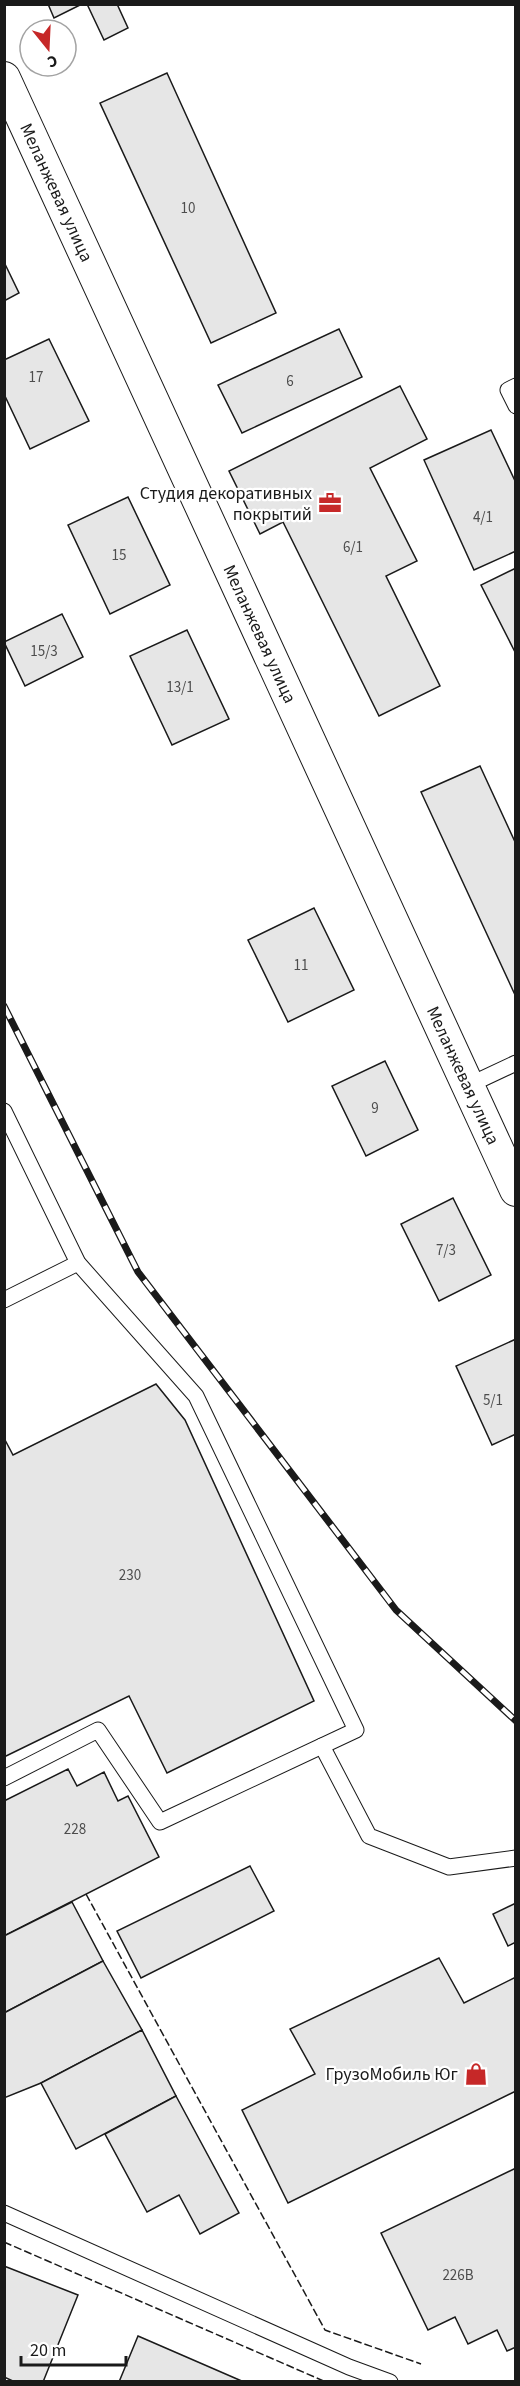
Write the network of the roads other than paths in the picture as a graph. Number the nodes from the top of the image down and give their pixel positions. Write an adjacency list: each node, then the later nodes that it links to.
1 (4, 78): 5 (street, Меланжевая улица)
2 (516, 386): 3 (lane)
3 (516, 406)
4 (516, 1063): 5 (lane)
5 (467, 1086): 7 (street, Меланжевая улица)
6 (4, 1111): 8 (lane)
7 (516, 1190)
8 (78, 1263): 9 (lane); 10 (lane)
9 (4, 1300)
10 (322, 1746): 11 (lane); 12 (lane)
11 (4, 1778)
12 (516, 1858)
13 (4, 2213): 14 (lane)
14 (390, 2382)

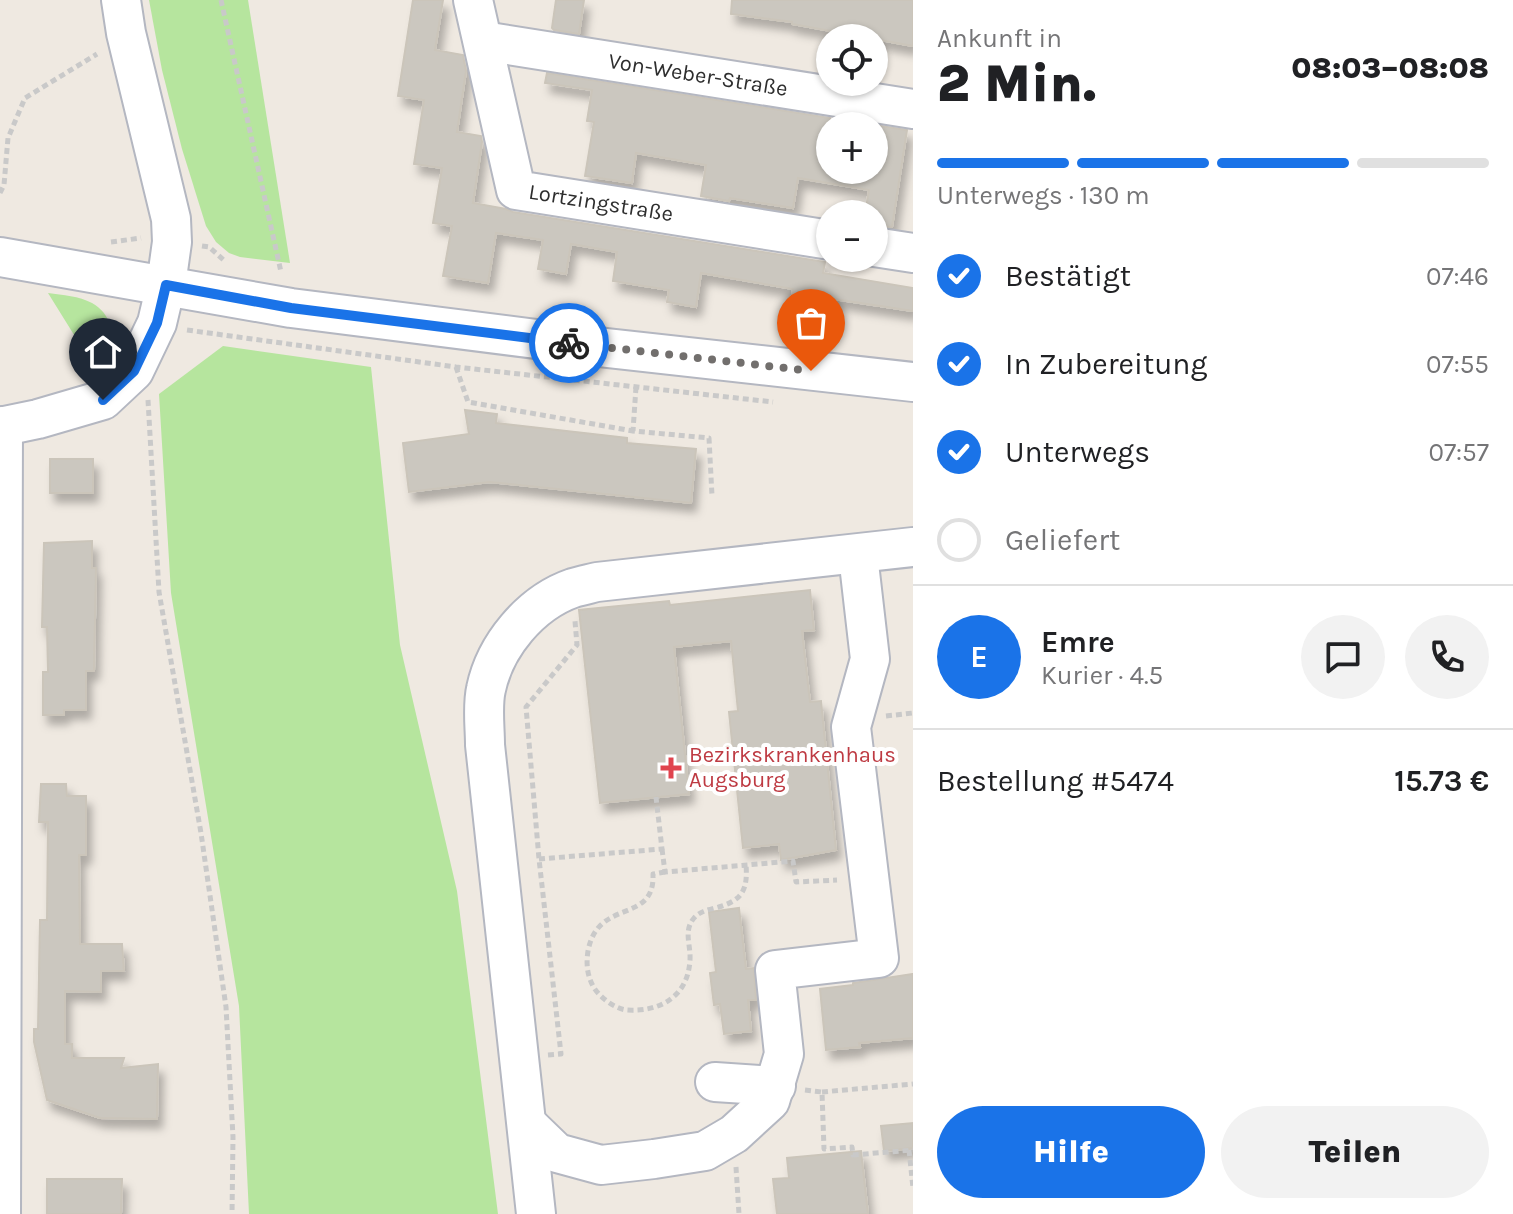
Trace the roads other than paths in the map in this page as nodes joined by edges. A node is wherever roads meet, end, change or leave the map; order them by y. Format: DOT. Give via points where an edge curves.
graph roads {
  1 [pos="121,0"];
  2 [pos="473,0"];
  3 [pos="483,41"];
  4 [pos="913,109"];
  5 [pos="816,238"];
  6 [pos="888,249"];
  7 [pos="913,253"];
  8 [pos="0,257"];
  9 [pos="166,285"];
  10 [pos="913,382"];
  11 [pos="2,426"];
  12 [pos="913,547"];
  13 [pos="858,555"];
  14 [pos="715,1082"];
  15 [pos="776,1086"];
  16 [pos="534,1109"];
  17 [pos="1,1214"];
  18 [pos="536,1214"];
  1 -- 9 [label="street" via="171,219"];
  2 -- 3 [label="street, Lortzingstraße"];
  3 -- 4 [label="street, Von-Weber-Straße"];
  3 -- 5 [label="street, Lortzingstraße" via="516,190"];
  6 -- 7 [label="street"];
  8 -- 9 [label="street"];
  9 -- 10 [label="street" via="291,308"];
  9 -- 11 [label="street" via="157,323 134,371 103,400"];
  11 -- 17 [label="street"];
  12 -- 13 [label="street"];
  13 -- 15 [label="street" via="870,659 851,727 879,958 775,970 784,1054"];
  13 -- 16 [label="street" via="571,588 527,618 500,652 485,692 485,745 519,1058"];
  14 -- 15 [label="street"];
  15 -- 16 [label="street" via="770,1101 734,1134 705,1151 601,1165 557,1153"];
  16 -- 18 [label="street"];
}
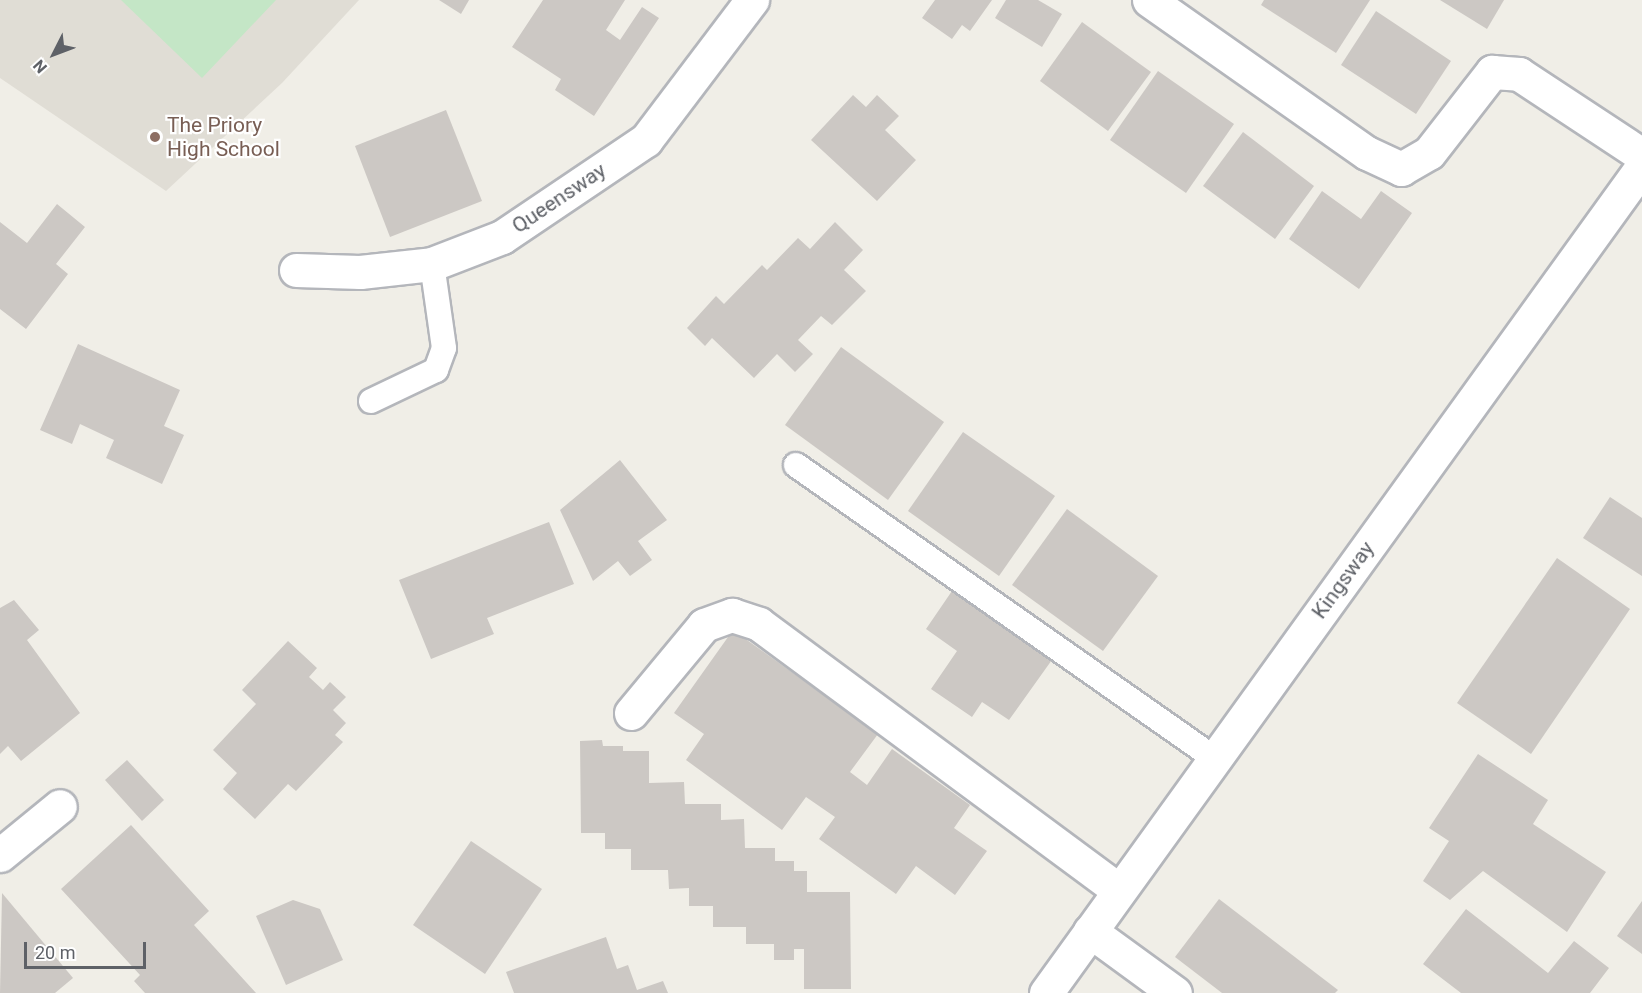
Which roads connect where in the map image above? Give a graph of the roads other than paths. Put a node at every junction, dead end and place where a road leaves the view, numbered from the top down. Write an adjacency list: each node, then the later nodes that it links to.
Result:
1 (752, 0): 5 (street, Queensway)
2 (1149, 0): 3 (street)
3 (1642, 155)
4 (1642, 167): 10 (street, Kingsway)
5 (432, 264): 6 (street, Queensway); 7 (lane)
6 (296, 270)
7 (371, 402)
8 (796, 465): 10 (lane)
9 (631, 713): 13 (street)
10 (1214, 758): 13 (street, Kingsway)
11 (60, 806): 12 (street)
12 (0, 855)
13 (1118, 890): 14 (street, Kingsway)
14 (1090, 930): 15 (street, Kingsway); 16 (street)
15 (1046, 993)
16 (1175, 993)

***

WHAT YOU ARE ASKED TO DO
Please copy the records above word for word, leaving out every picture.

SOLUTION BELOW
Write the network of the roads other than paths in the picture as a graph. Number the nodes from the top of the image down and give their pixel positions. Write an adjacency list: each node, then the later nodes that it links to.
1 (4, 78): 5 (street, Меланжевая улица)
2 (516, 386): 3 (lane)
3 (516, 406)
4 (516, 1063): 5 (lane)
5 (467, 1086): 7 (street, Меланжевая улица)
6 (4, 1111): 8 (lane)
7 (516, 1190)
8 (78, 1263): 9 (lane); 10 (lane)
9 (4, 1300)
10 (322, 1746): 11 (lane); 12 (lane)
11 (4, 1778)
12 (516, 1858)
13 (4, 2213): 14 (lane)
14 (390, 2382)

Trace the roads other than paths in the map in this page as nodes joined by edges. A node is wherever roads meet, end, change or leave the map; order them by y. Format: DOT. Give via points where an edge curves.
graph roads {
  1 [pos="121,0"];
  2 [pos="473,0"];
  3 [pos="483,41"];
  4 [pos="913,109"];
  5 [pos="816,238"];
  6 [pos="888,249"];
  7 [pos="913,253"];
  8 [pos="0,257"];
  9 [pos="166,285"];
  10 [pos="913,382"];
  11 [pos="2,426"];
  12 [pos="913,547"];
  13 [pos="858,555"];
  14 [pos="715,1082"];
  15 [pos="776,1086"];
  16 [pos="534,1109"];
  17 [pos="1,1214"];
  18 [pos="536,1214"];
  1 -- 9 [label="street" via="171,219"];
  2 -- 3 [label="street, Lortzingstraße"];
  3 -- 4 [label="street, Von-Weber-Straße"];
  3 -- 5 [label="street, Lortzingstraße" via="516,190"];
  6 -- 7 [label="street"];
  8 -- 9 [label="street"];
  9 -- 10 [label="street" via="291,308"];
  9 -- 11 [label="street" via="157,323 134,371 103,400"];
  11 -- 17 [label="street"];
  12 -- 13 [label="street"];
  13 -- 15 [label="street" via="870,659 851,727 879,958 775,970 784,1054"];
  13 -- 16 [label="street" via="571,588 527,618 500,652 485,692 485,745 519,1058"];
  14 -- 15 [label="street"];
  15 -- 16 [label="street" via="770,1101 734,1134 705,1151 601,1165 557,1153"];
  16 -- 18 [label="street"];
}
Which roads connect where in the map image above? Give a graph of the roads other than paths. Put a node at every junction, dead end and place where a road leaves the view, numbered from the top down. Write an adjacency list: each node, then the later nodes that it links to.
Result:
1 (752, 0): 5 (street, Queensway)
2 (1149, 0): 3 (street)
3 (1642, 155)
4 (1642, 167): 10 (street, Kingsway)
5 (432, 264): 6 (street, Queensway); 7 (lane)
6 (296, 270)
7 (371, 402)
8 (796, 465): 10 (lane)
9 (631, 713): 13 (street)
10 (1214, 758): 13 (street, Kingsway)
11 (60, 806): 12 (street)
12 (0, 855)
13 (1118, 890): 14 (street, Kingsway)
14 (1090, 930): 15 (street, Kingsway); 16 (street)
15 (1046, 993)
16 (1175, 993)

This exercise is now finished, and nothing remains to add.